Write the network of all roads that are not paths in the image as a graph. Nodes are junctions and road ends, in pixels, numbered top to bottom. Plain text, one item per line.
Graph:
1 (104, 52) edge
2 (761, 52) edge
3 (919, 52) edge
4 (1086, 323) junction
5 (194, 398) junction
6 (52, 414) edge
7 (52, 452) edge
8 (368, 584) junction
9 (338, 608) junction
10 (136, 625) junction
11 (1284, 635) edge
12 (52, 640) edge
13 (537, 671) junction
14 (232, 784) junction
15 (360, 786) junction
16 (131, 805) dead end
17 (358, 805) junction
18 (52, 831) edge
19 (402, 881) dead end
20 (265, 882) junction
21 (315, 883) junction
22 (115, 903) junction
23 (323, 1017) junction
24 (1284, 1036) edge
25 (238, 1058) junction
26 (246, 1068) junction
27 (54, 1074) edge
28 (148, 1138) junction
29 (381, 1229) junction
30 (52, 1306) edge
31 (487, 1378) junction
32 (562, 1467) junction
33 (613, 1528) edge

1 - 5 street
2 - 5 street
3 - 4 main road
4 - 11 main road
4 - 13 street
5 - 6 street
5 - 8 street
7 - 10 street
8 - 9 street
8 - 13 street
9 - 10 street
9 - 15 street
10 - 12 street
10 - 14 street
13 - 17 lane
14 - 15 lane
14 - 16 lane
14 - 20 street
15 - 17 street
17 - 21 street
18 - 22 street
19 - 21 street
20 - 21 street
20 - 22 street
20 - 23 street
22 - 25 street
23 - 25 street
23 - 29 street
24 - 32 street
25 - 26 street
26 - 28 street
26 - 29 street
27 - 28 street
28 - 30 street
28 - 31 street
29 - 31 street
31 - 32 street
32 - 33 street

→ PROBLEM TO WORK ON
Exactly as written, set down all of the material.

→ RESULT FOR THIS TASK
Write the network of all roads that are not paths in the image as a graph. Nodes are junctions and road ends, in pixels, numbered top to bottom. Plain text, one item per line.
Graph:
1 (104, 52) edge
2 (761, 52) edge
3 (919, 52) edge
4 (1086, 323) junction
5 (194, 398) junction
6 (52, 414) edge
7 (52, 452) edge
8 (368, 584) junction
9 (338, 608) junction
10 (136, 625) junction
11 (1284, 635) edge
12 (52, 640) edge
13 (537, 671) junction
14 (232, 784) junction
15 (360, 786) junction
16 (131, 805) dead end
17 (358, 805) junction
18 (52, 831) edge
19 (402, 881) dead end
20 (265, 882) junction
21 (315, 883) junction
22 (115, 903) junction
23 (323, 1017) junction
24 (1284, 1036) edge
25 (238, 1058) junction
26 (246, 1068) junction
27 (54, 1074) edge
28 (148, 1138) junction
29 (381, 1229) junction
30 (52, 1306) edge
31 (487, 1378) junction
32 (562, 1467) junction
33 (613, 1528) edge

1 - 5 street
2 - 5 street
3 - 4 main road
4 - 11 main road
4 - 13 street
5 - 6 street
5 - 8 street
7 - 10 street
8 - 9 street
8 - 13 street
9 - 10 street
9 - 15 street
10 - 12 street
10 - 14 street
13 - 17 lane
14 - 15 lane
14 - 16 lane
14 - 20 street
15 - 17 street
17 - 21 street
18 - 22 street
19 - 21 street
20 - 21 street
20 - 22 street
20 - 23 street
22 - 25 street
23 - 25 street
23 - 29 street
24 - 32 street
25 - 26 street
26 - 28 street
26 - 29 street
27 - 28 street
28 - 30 street
28 - 31 street
29 - 31 street
31 - 32 street
32 - 33 street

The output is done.